Im Handelsstreit tickt die Uhr
Im Handelsstreit
tickt die Uhr
Chefunterhändler Šefčovič zu Gesprächen in Washington
fed Frankfurt
Die Europäische Union und die USA arbeiten nach Angaben der EU-Kommission unter Hochdruck an einer Verständigung. Denn der 9. Juli rückt immer mehr in Sichtweite – an diesem Stichtag endet die Phase, die sich beide Seiten gegeben haben, um doch noch zu einem Kompromiss zu gelangen und auf die Verhängung von hohen US-Zöllen auf EU-Exporte in die USA und auf Gegenmaßnahmen der EU zu verzichten.
Zu Wochenbeginn ist bereits eine so genannte technische Delegation in die US-Hauptstadt aufgebrochen, also EU-Fachbeamte der Generaldirektion Außenhandel. Am Mittwoch ist der Chefunterhändler der Europäer, EU-Handelskommissar Maroš Šefčovič seinen Kollegen gefolgt und direkt aus der Türkei nach Washington geflogen.
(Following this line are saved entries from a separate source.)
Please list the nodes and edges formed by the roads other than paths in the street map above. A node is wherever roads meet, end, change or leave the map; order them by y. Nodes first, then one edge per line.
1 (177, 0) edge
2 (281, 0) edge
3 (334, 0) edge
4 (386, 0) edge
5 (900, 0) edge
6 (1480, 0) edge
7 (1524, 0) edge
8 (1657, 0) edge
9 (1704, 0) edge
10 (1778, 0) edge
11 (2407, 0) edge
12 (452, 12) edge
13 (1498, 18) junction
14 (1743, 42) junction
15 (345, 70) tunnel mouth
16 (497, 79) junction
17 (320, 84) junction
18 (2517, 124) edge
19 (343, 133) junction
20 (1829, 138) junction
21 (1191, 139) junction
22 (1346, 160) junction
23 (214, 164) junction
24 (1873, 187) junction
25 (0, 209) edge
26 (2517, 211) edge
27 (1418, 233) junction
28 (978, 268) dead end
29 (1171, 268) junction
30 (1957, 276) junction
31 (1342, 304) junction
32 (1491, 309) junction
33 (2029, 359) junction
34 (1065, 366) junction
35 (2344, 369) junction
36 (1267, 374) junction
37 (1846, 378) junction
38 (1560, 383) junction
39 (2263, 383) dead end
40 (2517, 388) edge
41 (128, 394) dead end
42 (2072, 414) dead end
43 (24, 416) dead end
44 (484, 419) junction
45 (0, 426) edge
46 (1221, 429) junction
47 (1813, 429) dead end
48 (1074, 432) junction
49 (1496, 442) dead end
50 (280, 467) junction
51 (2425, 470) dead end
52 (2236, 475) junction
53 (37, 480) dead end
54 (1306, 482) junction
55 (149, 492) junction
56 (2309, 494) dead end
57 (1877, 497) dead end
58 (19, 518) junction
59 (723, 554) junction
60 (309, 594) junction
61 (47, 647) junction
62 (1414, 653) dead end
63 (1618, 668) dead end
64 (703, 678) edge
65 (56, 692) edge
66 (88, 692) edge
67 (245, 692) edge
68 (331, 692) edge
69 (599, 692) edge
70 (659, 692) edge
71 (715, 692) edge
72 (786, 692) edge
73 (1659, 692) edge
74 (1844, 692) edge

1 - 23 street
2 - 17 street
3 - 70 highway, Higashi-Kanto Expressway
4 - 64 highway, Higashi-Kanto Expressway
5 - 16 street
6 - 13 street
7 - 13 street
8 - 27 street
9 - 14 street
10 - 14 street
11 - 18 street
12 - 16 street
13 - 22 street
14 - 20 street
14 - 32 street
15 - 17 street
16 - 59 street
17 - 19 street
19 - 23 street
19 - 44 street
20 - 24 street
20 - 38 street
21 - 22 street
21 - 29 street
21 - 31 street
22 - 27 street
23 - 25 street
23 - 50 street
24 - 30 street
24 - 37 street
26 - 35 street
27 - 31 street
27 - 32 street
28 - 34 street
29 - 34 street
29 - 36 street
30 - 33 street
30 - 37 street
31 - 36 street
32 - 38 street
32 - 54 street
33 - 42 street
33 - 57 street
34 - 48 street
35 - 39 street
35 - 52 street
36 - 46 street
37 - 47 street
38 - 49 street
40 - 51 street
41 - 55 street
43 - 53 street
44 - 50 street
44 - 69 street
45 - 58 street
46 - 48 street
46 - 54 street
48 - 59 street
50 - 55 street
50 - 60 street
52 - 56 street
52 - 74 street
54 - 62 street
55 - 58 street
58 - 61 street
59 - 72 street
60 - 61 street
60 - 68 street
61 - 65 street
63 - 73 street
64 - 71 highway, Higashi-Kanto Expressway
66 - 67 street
Am Donnerstag trifft er US-Handelsminister Howard Lutnick und den US-Handelsbeauftragten Jamieson Greer zu Gesprächen. Beide Seiten haben zuletzt relativ wenig Signale gegeben, wie weit sie noch von einer Verständigung entfernt sind. Nichts sei entschieden, solange nicht alles entschieden sei, lautet die in diesen Fällen übliche Ansage in Brüssel.
Die jüngste Entscheidung Kanadas, die Steuer auf digitale Dienstleistungen in buchstäblich letzter Sekunde zurückzuziehen, hatte Spekulationen befeuert, dass es auch in den transatlantischen Verhandlungen zwischen der EU und der USA vorrangig um die Behandlung von US-Tech-Riesen in Europa gehe. In Reaktion auf Medienberichte hatte EU-Vizepräsidentin Teresa Ribera klargestellt, dass „EU-Gesetzgebung nicht verhandelbar“ sei und weder der Digital Markets Act noch der Digital Service Act bei den Handelsgesprächen „auf dem Tisch“ sei. An den Gesetzestexten werde kein Iota geändert, unterstrich ein Sprecher der EU-Kommission. Das schließt freilich nicht aus, dass die EU den US-Technologieriesen informell entgegenkommt, etwa durch gegenseitige Konsultationen zum Thema.
Wenig Hoffnung auf Zero-for-Zero
Der von EU-Kommissionspräsidentin Ursula von der Leyen vorgeschlagene gegenseitige vollständige Verzicht auf Zölle („zero-for-zero“) scheint aktuell in weiter Ferne gerückt. Es wäre zumindest überraschend, wenn sich beide Parteien darauf einigen würden. Denn die jüngsten Aussagen europäischer Regierungschefs lassen vermuten, dass bereits eine Deckelung der US-Einfuhrzölle nahe 10% aus EU-Sicht hinnehmbar wäre. Bundeskanzler Friedrich Merz hatte zuletzt wiederholt dafür geworben, eine schnelle Einigung einer perfekten Verständigung vorzuziehen – auch aus Angst vor einer Hängepartie, die vor allem für in Deutschland wichtige Branchen wie Auto oder Stahl eine schwere Belastung darstellen würde.